As for Tatjiana Fabergé, she has long dreamt of reviving her ancestor’s legacy. Although dubious about the relaunch at first, having seen various attempts to regenerate the name, she thinks her ancestor would approve of the new collection.

“It is rare to see history come full-circle during one’s lifetime. I am delighted that the Fabergé name has been brought back in from the cold,” she said.

Jessica Dacey in Geneva,

1846 – Peter ‘Carl’ Fabergé is born in St Petersburg to goldsmith and jeweller Gustav and Charlotte Fabergé.

1860 – Studies at the Dresden Arts and Crafts School.

1864 – Carl does a Grand Tour of Europe, gets tuition from respected goldsmiths.

1872 – He returns to St Petersburg and marries Augusta Jacobs. Family firm starts restoring masterpieces in the Hermitage Museum.

1881 – Carl takes charge of the business.

1882 – Tsar Alexander III cites firm’s work as examples of superb Russian craftsmanship.

1885 – The Emperor commissions an Easter egg for his Empress. The House becomes a goldsmith by appointment to the Imperial Crown.

1886 – The Tsar commissions a second Easter egg.

1900 – The business becomes the largest jewellery firm in Russia.

1914 – Outbreak of the Great War leads to a fall in demand for luxury goods.

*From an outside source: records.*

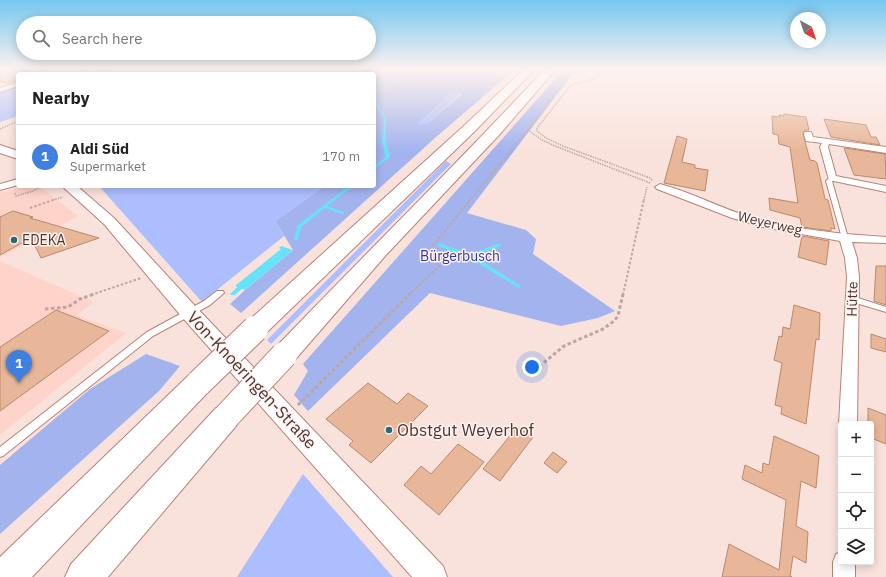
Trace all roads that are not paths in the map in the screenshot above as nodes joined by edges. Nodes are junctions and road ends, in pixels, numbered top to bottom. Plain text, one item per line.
1 (502, 97) edge
2 (526, 97) edge
3 (808, 134) dead end
4 (827, 141) junction
5 (0, 149) edge
6 (886, 150) edge
7 (16, 153) edge
8 (832, 178) junction
9 (16, 183) edge
10 (655, 185) road end
11 (0, 187) edge
12 (71, 188) edge
13 (886, 189) edge
14 (845, 238) junction
15 (886, 240) edge
16 (220, 293) dead end
17 (852, 299) junction
18 (886, 310) edge
19 (189, 312) junction
20 (848, 421) edge
21 (0, 453) edge
22 (844, 565) edge
23 (6, 577) edge
24 (84, 577) edge
25 (432, 577) edge
26 (844, 577) edge

1 - 23 highway, bridge
2 - 24 highway, bridge
3 - 4 street
4 - 6 street
4 - 8 street
5 - 7 main road
8 - 13 street
8 - 14 lane, Hütte
9 - 11 street
10 - 14 street, Weyerweg
12 - 19 main road, Von-Knoeringen-Straße
14 - 15 street, Weyerweg
14 - 17 street, Hütte
16 - 19 lane
17 - 18 lane
17 - 20 street, Hütte
19 - 21 lane
19 - 25 main road, Von-Knoeringen-Straße
22 - 26 street

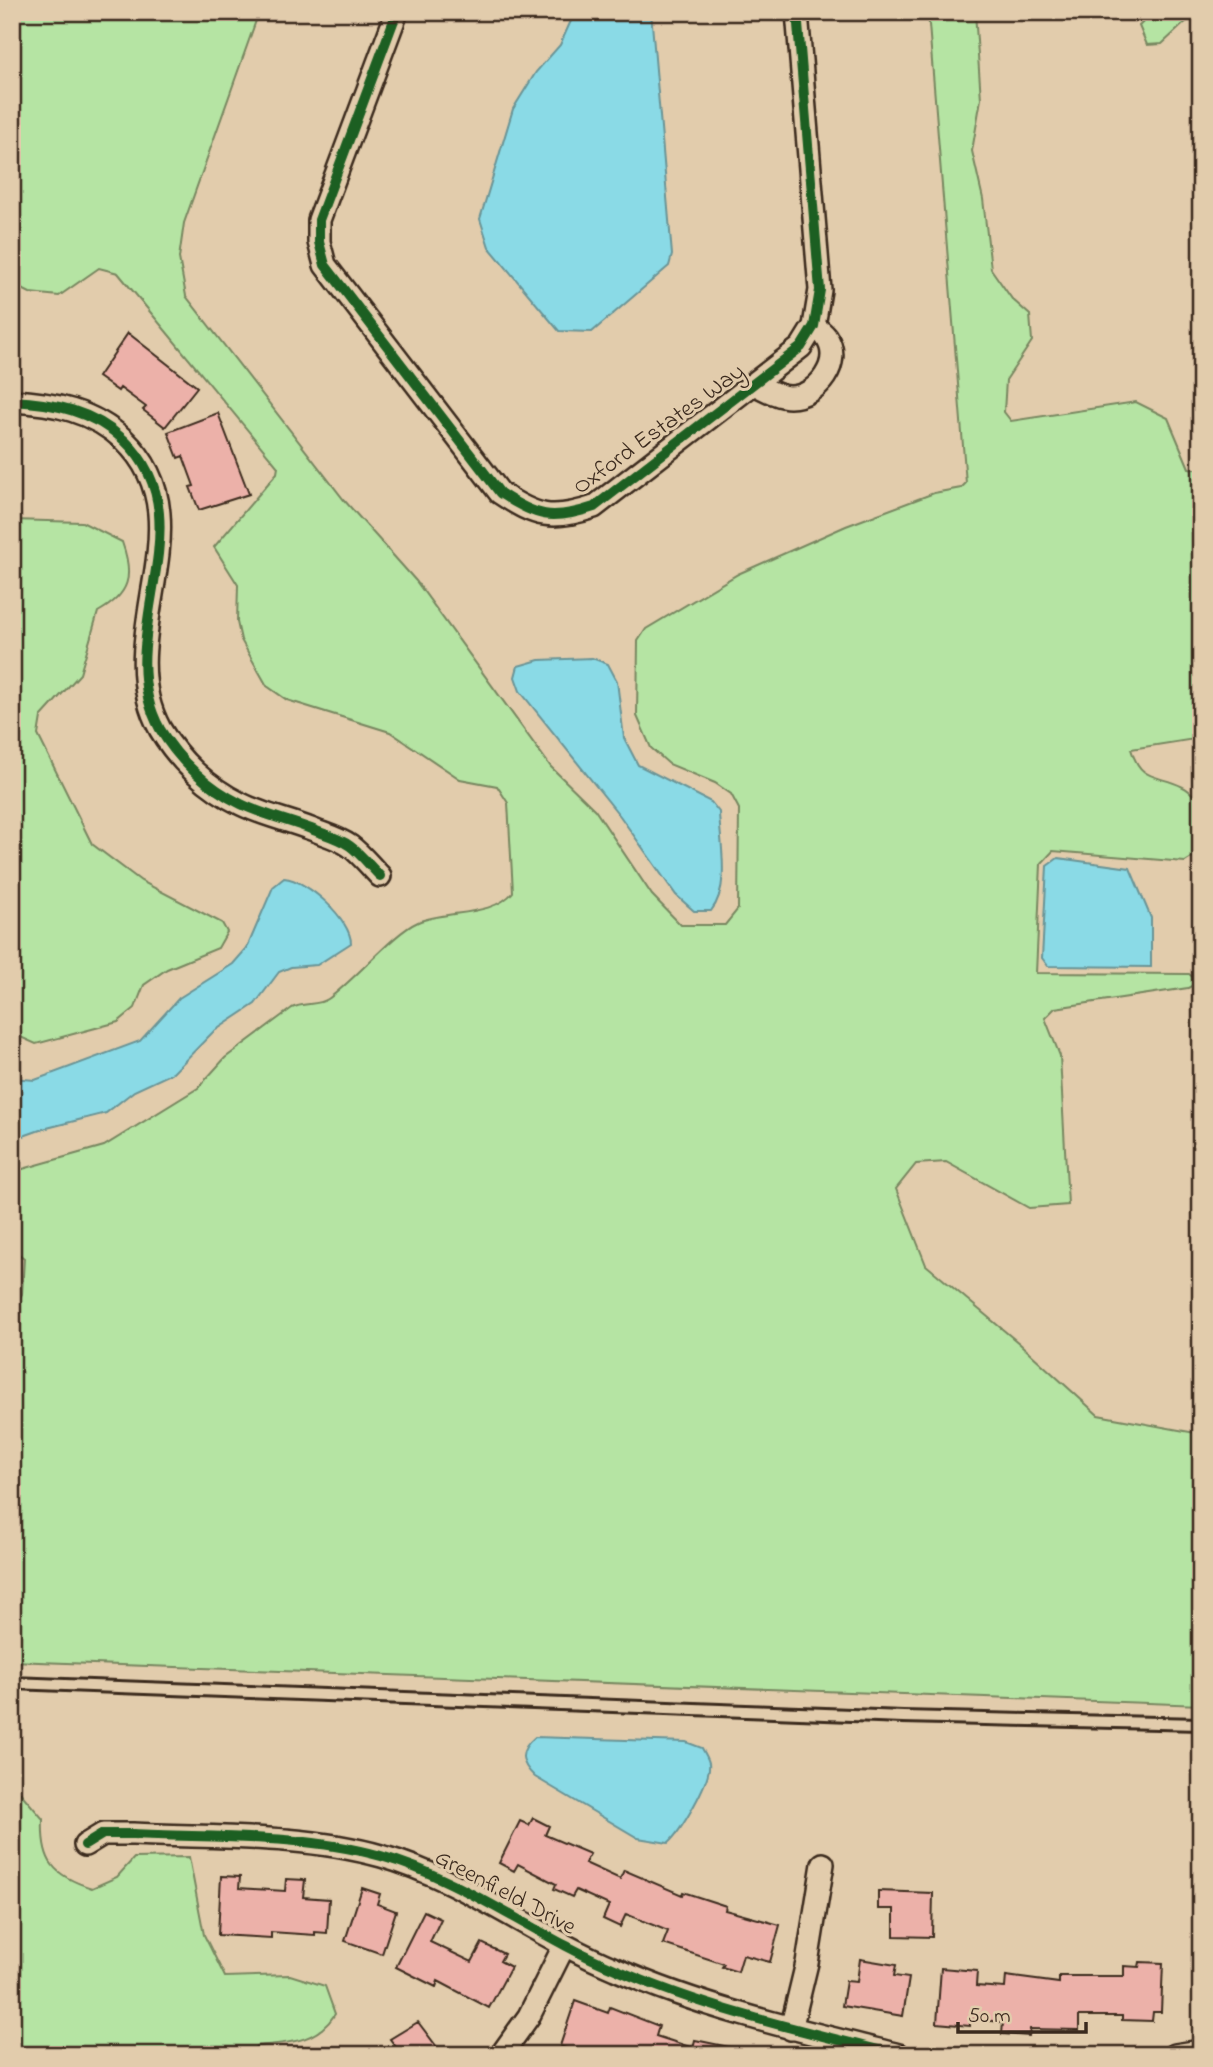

1918 – The House of Fabergé is nationalised and its stock confiscated.

1918 – Carl leaves St Petersburg for Riga and heads to Germany. His son Eugène and wife flee to Finland.

1920 – Eugène brings his father to Switzerland where other members of the family have taken refuge. Carl Fabergé dies in Pully.

1924 – Eugène and his brother Alexander establish Fabergé & Cie, which trades in objects by the House of Fabergé.

1937 – Sam Rubin, an American of Russian descent, starts a perfume business. He brands his perfumes Fabergé and forms Fabergé Inc. This is done without the family’s permission.

1951 – The Fabergé family settle out of court to avoid high legal fees. Rubin pays $25,000 to use their name solely for perfume.

1964 – Rubin sells Fabergé Inc to cosmetic company Rayette for $26 million.

1984 – Fabergé Inc is sold for $180 million.

1989 – Unilever buys Fabergé Inc for $1.55 billion. Registers the Fabergé name as a trademark for a range of merchandise and grants licenses to third parties to produce various Fabergé branded products.

2007 – Pallinghurst Resources buys the Fabergé trademarks and licenses in order to establish Fabergé as luxury goods brand and reunite the name with members of the family. Fabergé Limited is formed.

2009 – Geneva flagship boutique opens.